* Problem details
Your task is to return the listing below word for word, without any of its images.

* Source material
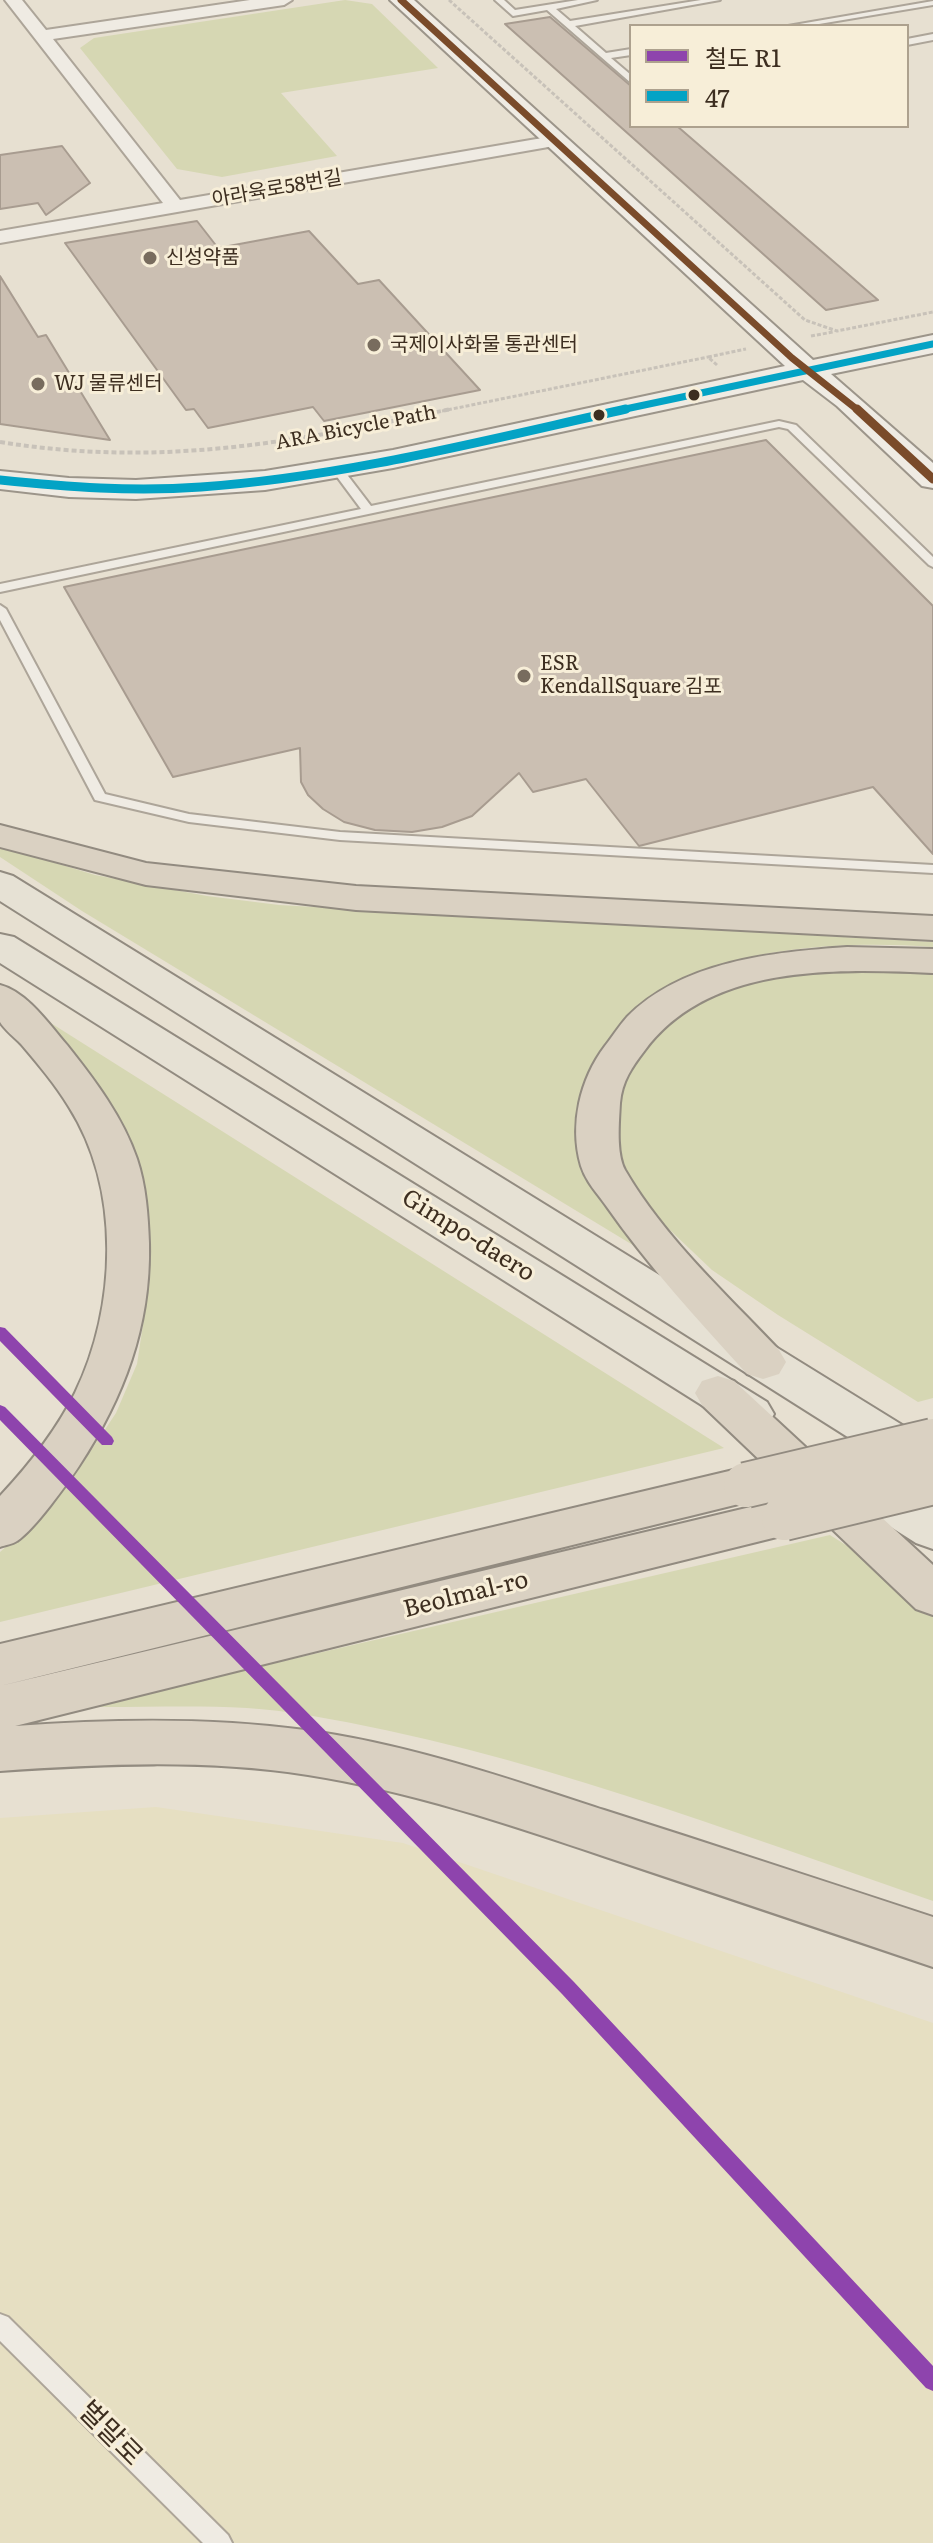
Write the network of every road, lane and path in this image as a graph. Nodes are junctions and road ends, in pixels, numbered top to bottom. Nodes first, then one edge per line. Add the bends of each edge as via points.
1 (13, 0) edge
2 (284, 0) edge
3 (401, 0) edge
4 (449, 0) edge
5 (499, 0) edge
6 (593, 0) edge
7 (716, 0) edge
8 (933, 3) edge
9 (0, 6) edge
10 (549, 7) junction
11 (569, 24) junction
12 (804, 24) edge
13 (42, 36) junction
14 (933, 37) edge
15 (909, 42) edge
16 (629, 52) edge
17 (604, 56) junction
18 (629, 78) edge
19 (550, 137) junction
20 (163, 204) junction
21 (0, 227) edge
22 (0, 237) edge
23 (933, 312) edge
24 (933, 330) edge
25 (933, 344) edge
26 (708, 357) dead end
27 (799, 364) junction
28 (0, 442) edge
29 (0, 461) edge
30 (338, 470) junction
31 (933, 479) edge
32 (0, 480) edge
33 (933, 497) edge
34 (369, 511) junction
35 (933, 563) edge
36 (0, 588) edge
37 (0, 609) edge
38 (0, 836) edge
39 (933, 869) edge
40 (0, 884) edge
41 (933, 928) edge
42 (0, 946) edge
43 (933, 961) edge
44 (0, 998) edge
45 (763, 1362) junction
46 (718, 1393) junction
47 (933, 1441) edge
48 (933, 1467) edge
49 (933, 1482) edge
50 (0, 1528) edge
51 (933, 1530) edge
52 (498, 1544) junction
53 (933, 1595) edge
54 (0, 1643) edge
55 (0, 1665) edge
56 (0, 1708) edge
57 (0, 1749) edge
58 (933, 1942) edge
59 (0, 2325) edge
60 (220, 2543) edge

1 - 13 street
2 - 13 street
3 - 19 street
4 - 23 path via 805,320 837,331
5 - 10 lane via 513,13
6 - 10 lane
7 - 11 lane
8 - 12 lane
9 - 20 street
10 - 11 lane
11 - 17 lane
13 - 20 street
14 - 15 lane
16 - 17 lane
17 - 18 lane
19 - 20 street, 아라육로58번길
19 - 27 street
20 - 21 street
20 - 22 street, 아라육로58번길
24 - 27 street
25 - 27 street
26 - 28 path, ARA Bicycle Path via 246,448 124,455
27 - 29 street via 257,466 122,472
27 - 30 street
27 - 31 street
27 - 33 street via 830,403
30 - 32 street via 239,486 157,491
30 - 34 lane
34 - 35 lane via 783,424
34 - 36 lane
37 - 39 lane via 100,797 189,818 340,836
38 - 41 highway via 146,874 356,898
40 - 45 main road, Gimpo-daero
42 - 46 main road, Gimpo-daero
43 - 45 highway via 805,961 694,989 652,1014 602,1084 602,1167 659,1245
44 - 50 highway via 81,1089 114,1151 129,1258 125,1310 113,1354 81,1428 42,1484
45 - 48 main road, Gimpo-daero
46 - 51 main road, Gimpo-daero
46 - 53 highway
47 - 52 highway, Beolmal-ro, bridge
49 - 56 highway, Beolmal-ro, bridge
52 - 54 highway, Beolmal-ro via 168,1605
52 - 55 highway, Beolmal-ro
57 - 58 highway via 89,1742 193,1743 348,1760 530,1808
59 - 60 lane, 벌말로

* Solved problem
Write the network of every road, lane and path in this image as a graph. Nodes are junctions and road ends, in pixels, numbered top to bottom. Nodes first, then one edge per line. Add the bends of each edge as via points.
1 (13, 0) edge
2 (284, 0) edge
3 (401, 0) edge
4 (449, 0) edge
5 (499, 0) edge
6 (593, 0) edge
7 (716, 0) edge
8 (933, 3) edge
9 (0, 6) edge
10 (549, 7) junction
11 (569, 24) junction
12 (804, 24) edge
13 (42, 36) junction
14 (933, 37) edge
15 (909, 42) edge
16 (629, 52) edge
17 (604, 56) junction
18 (629, 78) edge
19 (550, 137) junction
20 (163, 204) junction
21 (0, 227) edge
22 (0, 237) edge
23 (933, 312) edge
24 (933, 330) edge
25 (933, 344) edge
26 (708, 357) dead end
27 (799, 364) junction
28 (0, 442) edge
29 (0, 461) edge
30 (338, 470) junction
31 (933, 479) edge
32 (0, 480) edge
33 (933, 497) edge
34 (369, 511) junction
35 (933, 563) edge
36 (0, 588) edge
37 (0, 609) edge
38 (0, 836) edge
39 (933, 869) edge
40 (0, 884) edge
41 (933, 928) edge
42 (0, 946) edge
43 (933, 961) edge
44 (0, 998) edge
45 (763, 1362) junction
46 (718, 1393) junction
47 (933, 1441) edge
48 (933, 1467) edge
49 (933, 1482) edge
50 (0, 1528) edge
51 (933, 1530) edge
52 (498, 1544) junction
53 (933, 1595) edge
54 (0, 1643) edge
55 (0, 1665) edge
56 (0, 1708) edge
57 (0, 1749) edge
58 (933, 1942) edge
59 (0, 2325) edge
60 (220, 2543) edge

1 - 13 street
2 - 13 street
3 - 19 street
4 - 23 path via 805,320 837,331
5 - 10 lane via 513,13
6 - 10 lane
7 - 11 lane
8 - 12 lane
9 - 20 street
10 - 11 lane
11 - 17 lane
13 - 20 street
14 - 15 lane
16 - 17 lane
17 - 18 lane
19 - 20 street, 아라육로58번길
19 - 27 street
20 - 21 street
20 - 22 street, 아라육로58번길
24 - 27 street
25 - 27 street
26 - 28 path, ARA Bicycle Path via 246,448 124,455
27 - 29 street via 257,466 122,472
27 - 30 street
27 - 31 street
27 - 33 street via 830,403
30 - 32 street via 239,486 157,491
30 - 34 lane
34 - 35 lane via 783,424
34 - 36 lane
37 - 39 lane via 100,797 189,818 340,836
38 - 41 highway via 146,874 356,898
40 - 45 main road, Gimpo-daero
42 - 46 main road, Gimpo-daero
43 - 45 highway via 805,961 694,989 652,1014 602,1084 602,1167 659,1245
44 - 50 highway via 81,1089 114,1151 129,1258 125,1310 113,1354 81,1428 42,1484
45 - 48 main road, Gimpo-daero
46 - 51 main road, Gimpo-daero
46 - 53 highway
47 - 52 highway, Beolmal-ro, bridge
49 - 56 highway, Beolmal-ro, bridge
52 - 54 highway, Beolmal-ro via 168,1605
52 - 55 highway, Beolmal-ro
57 - 58 highway via 89,1742 193,1743 348,1760 530,1808
59 - 60 lane, 벌말로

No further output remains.